Modifying parts of tensors while preserving gradient computation

Hi,
I want to train a network by taking the gradient of a simulation rollout. Here is a small snippet of what I intend to differentiate:

for n steps do:
obs = get_observations(state)
  actions = get_actions(obs)
  next_state = simulation_step(state,actions)
  reward = get_reward(next_state)

Since I need all observations and rewards for loss computation after the rollout, I want to have something more like this:

for n steps do:
  obs_buf[i,...] = get_observations(state)
  actions = get_actions(obs_buf[i,...])
  next_state = simulation_step(state,actions)
  reward_buf[i,...] = get_reward(next_state)
loss = get_loss(obs_buf, rew_buf)

However, doing this with Torch tensors gives different error messages like “A view of a leaf variable that requires grad is being used in an in-place operation”, “Trying to backward through the graph a second time”, or that the version of a tensor does not match during gradient calculation.
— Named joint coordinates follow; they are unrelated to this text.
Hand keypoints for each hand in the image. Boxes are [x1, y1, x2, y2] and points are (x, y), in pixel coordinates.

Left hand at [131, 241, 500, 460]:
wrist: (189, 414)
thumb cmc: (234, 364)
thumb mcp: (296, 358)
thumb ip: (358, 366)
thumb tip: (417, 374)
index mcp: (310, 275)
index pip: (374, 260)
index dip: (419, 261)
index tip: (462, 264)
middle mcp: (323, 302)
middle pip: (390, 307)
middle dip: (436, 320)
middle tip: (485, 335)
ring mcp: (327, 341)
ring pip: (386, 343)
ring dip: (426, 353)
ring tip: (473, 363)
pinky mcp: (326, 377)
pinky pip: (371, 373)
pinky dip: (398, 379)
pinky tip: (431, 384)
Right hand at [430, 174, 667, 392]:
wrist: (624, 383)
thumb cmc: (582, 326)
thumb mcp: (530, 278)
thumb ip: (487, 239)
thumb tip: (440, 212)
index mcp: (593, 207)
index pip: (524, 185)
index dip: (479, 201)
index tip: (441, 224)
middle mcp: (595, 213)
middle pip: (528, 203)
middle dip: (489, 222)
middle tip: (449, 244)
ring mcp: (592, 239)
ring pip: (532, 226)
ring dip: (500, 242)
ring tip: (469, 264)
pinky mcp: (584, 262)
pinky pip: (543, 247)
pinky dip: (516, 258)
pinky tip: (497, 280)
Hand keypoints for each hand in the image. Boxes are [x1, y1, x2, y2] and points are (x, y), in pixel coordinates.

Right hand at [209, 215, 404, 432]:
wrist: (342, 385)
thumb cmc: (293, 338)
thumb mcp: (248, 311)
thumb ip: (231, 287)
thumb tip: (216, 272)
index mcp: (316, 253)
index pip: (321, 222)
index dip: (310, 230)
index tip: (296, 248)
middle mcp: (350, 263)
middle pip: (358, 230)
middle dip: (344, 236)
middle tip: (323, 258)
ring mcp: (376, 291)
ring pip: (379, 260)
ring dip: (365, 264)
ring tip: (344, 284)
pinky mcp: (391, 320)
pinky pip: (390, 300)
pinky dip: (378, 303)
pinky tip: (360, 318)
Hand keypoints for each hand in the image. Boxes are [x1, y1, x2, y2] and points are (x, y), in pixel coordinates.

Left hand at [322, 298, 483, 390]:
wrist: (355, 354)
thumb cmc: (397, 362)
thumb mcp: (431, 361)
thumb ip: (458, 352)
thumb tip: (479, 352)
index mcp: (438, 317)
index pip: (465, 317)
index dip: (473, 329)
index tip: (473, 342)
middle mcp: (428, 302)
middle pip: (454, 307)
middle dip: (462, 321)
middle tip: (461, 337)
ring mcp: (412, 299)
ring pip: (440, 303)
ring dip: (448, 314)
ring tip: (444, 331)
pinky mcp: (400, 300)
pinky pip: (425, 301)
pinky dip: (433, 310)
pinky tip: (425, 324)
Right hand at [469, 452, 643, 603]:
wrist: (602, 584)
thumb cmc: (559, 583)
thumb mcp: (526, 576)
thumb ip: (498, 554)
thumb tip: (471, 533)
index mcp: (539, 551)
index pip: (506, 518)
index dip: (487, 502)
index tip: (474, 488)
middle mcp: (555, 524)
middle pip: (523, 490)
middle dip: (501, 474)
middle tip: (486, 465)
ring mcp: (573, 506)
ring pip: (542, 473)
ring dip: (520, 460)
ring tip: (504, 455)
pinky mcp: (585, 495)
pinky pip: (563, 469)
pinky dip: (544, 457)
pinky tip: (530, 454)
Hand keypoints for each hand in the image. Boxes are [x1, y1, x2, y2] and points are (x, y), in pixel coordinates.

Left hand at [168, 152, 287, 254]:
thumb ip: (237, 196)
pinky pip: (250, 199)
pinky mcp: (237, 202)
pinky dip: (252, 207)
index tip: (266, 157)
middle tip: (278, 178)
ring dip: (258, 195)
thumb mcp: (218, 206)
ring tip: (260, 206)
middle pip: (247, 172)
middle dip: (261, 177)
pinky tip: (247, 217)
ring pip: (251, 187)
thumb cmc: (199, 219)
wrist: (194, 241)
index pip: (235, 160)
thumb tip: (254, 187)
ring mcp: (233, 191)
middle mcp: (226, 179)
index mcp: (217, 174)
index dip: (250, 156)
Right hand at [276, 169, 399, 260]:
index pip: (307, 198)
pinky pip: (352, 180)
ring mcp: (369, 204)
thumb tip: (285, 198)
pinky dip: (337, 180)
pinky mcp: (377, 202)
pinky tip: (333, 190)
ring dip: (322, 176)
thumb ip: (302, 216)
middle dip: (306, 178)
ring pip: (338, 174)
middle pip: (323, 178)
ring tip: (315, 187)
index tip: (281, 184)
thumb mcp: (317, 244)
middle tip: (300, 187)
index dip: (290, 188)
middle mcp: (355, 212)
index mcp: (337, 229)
My current solution avoids these issues by using lists:

for n steps do:
  obs_list.append(get_observations(state))
  actions = get_actions(obs_list[i])
  next_state = simulation_step(state,actions)
  reward_list.append(get_reward(next_state))
loss = get_loss(obs_list, rew_list)

But I am worried about performance. I am still struggling with fully understanding how tensors are handled in autograd. A deeper insight into why Torch tensors don’t work and any suggestions on my Issue would be highly appreciated.

Thanks a lot :slight_smile:

Hey,
for anyone having similar issues, what I was missing is the fact that changing parts of a tensor by slicing is handled as an in-place operation. Therefore, adding .clone() before modifying the tensor solves the problem. The loop would then look like:

for n steps do:
  obs_buf = obs_buf.clone()
  obs_buf[i,...] = get_observations(state)
  actions = get_actions(obs_buf[i,...])
  next_state = simulation_step(state,actions)
  reward_buf = reward_buf.clone()  
  reward_buf[i,...] = get_reward(next_state)
loss = get_loss(obs_buf, rew_buf)

However, I am not sure if this is a smart way to do it since memory consumption for the buffers is basically multiplied by the number of rollout steps n. If anyone has a better idea than this or the list example above please feel free to share it :slight_smile: